(Stored data)

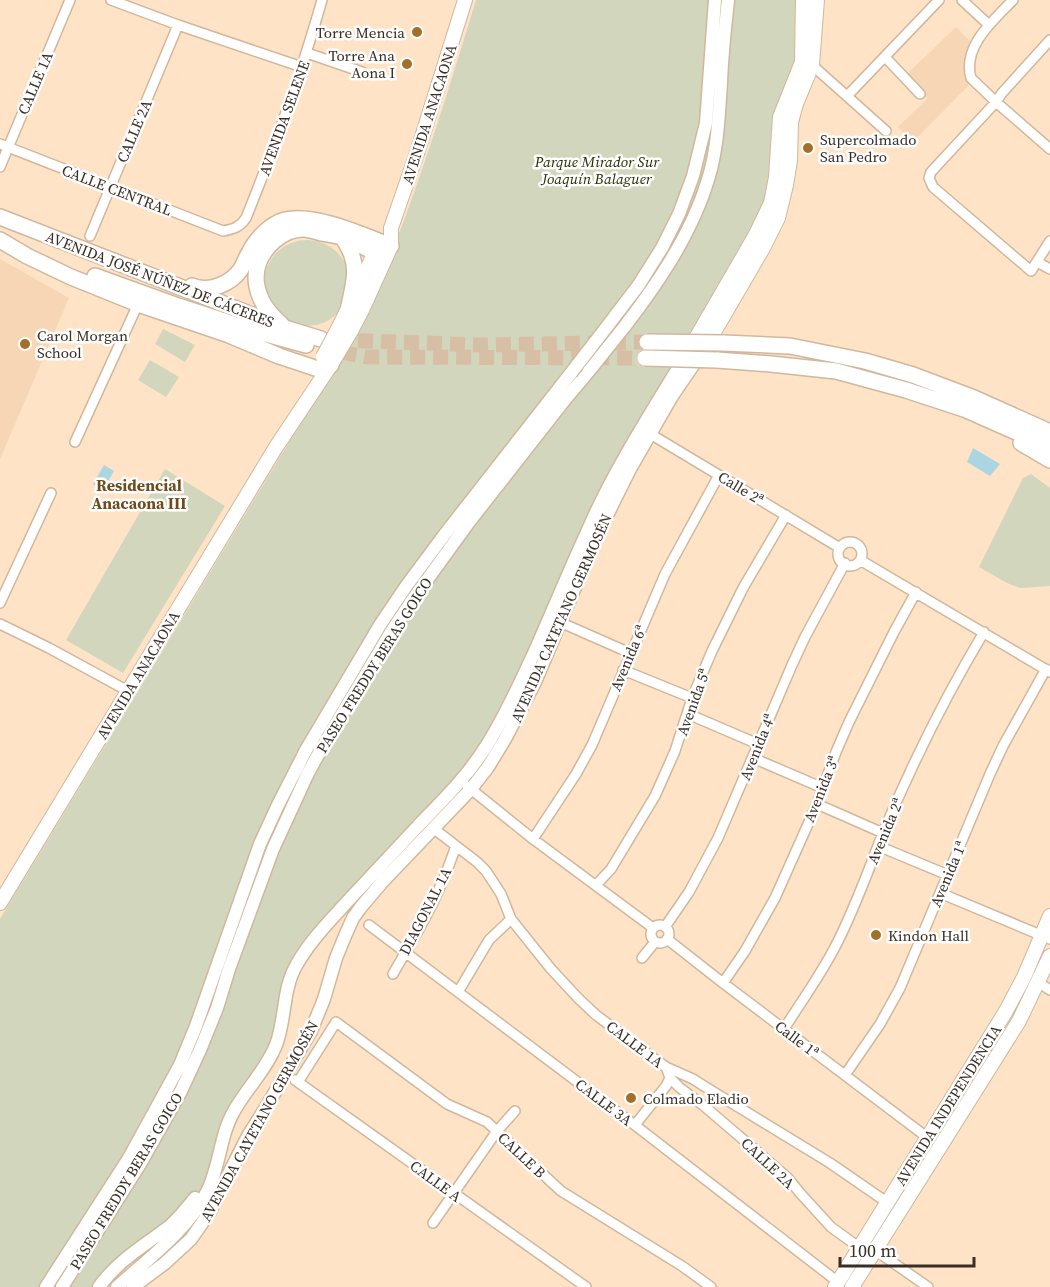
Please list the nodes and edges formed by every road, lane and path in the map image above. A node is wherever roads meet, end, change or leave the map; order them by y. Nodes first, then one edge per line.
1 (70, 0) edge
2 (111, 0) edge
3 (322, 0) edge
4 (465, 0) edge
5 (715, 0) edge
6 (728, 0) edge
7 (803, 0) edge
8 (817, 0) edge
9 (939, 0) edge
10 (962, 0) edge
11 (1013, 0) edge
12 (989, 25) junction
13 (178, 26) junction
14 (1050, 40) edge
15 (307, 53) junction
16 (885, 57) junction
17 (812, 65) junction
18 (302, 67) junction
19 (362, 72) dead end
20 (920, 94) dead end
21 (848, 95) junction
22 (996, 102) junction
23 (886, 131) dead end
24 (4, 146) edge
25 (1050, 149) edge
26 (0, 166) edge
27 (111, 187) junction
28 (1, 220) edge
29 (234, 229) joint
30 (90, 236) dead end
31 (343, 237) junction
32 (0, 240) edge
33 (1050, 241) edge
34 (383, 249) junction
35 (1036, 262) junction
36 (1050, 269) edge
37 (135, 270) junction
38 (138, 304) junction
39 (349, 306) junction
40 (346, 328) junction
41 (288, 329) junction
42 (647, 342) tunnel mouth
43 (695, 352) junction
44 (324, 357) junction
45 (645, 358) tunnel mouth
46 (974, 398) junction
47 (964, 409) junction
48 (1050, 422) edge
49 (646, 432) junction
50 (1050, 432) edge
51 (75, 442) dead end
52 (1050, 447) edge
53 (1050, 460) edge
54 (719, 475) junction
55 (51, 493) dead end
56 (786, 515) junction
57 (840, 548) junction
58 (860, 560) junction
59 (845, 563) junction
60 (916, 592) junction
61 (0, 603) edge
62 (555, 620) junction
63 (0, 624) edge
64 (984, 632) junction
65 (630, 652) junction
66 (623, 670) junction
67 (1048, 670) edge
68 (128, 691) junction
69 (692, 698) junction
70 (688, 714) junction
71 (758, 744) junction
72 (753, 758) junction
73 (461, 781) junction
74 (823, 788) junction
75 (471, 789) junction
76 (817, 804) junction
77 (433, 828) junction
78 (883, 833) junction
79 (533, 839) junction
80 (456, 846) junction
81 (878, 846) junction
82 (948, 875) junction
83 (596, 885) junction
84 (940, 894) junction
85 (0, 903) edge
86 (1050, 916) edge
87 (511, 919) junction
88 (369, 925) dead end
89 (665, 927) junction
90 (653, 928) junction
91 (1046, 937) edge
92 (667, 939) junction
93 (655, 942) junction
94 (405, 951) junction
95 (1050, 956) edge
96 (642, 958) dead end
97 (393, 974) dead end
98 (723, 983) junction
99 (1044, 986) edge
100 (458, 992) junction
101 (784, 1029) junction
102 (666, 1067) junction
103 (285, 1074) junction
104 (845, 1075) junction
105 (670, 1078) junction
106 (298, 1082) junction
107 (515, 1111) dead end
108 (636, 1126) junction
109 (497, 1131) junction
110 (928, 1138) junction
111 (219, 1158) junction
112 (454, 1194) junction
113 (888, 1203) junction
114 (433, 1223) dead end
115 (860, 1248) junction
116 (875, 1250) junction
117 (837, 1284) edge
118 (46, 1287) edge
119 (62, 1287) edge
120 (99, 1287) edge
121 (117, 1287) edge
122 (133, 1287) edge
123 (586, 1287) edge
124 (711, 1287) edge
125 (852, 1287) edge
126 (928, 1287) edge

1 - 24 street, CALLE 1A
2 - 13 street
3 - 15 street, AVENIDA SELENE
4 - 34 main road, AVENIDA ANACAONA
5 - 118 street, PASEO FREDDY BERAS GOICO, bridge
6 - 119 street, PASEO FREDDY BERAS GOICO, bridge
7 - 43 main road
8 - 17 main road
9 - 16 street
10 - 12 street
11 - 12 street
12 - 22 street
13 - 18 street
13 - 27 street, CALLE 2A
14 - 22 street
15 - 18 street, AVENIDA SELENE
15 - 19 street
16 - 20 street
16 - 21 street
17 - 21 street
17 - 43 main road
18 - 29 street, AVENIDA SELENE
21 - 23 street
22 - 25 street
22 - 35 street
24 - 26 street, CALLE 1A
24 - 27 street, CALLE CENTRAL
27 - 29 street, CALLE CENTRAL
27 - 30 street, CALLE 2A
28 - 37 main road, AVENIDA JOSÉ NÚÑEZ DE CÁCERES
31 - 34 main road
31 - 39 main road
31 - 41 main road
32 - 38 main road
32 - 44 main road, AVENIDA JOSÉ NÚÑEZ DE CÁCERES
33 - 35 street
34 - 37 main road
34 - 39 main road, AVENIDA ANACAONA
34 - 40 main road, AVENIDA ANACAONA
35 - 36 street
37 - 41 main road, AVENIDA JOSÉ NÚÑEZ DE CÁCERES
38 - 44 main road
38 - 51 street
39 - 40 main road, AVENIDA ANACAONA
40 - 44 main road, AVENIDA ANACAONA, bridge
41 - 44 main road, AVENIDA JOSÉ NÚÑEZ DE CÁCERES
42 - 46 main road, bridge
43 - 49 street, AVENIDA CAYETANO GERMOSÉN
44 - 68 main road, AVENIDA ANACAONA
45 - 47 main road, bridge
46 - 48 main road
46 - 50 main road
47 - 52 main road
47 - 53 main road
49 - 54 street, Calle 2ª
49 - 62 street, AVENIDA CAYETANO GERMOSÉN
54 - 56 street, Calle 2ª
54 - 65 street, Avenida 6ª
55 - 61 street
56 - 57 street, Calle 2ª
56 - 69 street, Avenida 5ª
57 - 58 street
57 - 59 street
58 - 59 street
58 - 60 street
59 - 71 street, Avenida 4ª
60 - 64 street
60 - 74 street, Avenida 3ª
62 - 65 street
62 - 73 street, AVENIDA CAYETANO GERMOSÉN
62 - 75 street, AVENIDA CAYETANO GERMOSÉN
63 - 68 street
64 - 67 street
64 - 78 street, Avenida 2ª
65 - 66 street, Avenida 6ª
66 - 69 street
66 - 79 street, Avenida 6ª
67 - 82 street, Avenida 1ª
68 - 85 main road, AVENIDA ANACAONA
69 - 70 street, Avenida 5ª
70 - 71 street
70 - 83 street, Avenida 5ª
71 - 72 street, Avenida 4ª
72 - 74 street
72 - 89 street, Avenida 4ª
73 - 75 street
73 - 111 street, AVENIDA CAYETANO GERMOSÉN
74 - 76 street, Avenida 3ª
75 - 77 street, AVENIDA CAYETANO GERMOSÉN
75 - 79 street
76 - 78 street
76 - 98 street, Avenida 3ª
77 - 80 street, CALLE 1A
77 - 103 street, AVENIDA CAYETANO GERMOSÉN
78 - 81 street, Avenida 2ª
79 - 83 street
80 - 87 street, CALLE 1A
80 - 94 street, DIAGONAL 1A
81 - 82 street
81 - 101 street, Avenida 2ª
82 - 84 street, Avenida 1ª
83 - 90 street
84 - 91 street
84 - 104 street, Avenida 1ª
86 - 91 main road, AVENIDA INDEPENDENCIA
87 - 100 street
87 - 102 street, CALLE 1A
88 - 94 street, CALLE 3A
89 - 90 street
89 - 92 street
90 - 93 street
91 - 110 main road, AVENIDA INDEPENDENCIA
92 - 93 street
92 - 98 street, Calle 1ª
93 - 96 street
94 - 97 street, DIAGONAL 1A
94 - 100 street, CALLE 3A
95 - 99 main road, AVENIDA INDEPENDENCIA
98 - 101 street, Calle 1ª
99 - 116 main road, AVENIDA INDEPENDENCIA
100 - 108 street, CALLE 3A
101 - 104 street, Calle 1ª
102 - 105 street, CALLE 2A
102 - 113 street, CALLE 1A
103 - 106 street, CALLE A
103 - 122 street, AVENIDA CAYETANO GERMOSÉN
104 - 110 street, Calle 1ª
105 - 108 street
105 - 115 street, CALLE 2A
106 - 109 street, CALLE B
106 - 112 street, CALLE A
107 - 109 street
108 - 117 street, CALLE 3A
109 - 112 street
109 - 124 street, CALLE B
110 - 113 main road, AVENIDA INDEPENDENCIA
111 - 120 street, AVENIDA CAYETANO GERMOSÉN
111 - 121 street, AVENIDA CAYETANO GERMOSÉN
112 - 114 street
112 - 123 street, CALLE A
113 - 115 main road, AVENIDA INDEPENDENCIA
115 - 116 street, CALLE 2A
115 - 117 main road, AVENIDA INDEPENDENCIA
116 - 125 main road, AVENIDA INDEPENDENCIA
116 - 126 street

* What to work on: Extract every line above that contains the word "dead".

* Written solution:
19 (362, 72) dead end
20 (920, 94) dead end
23 (886, 131) dead end
30 (90, 236) dead end
51 (75, 442) dead end
55 (51, 493) dead end
88 (369, 925) dead end
96 (642, 958) dead end
97 (393, 974) dead end
107 (515, 1111) dead end
114 (433, 1223) dead end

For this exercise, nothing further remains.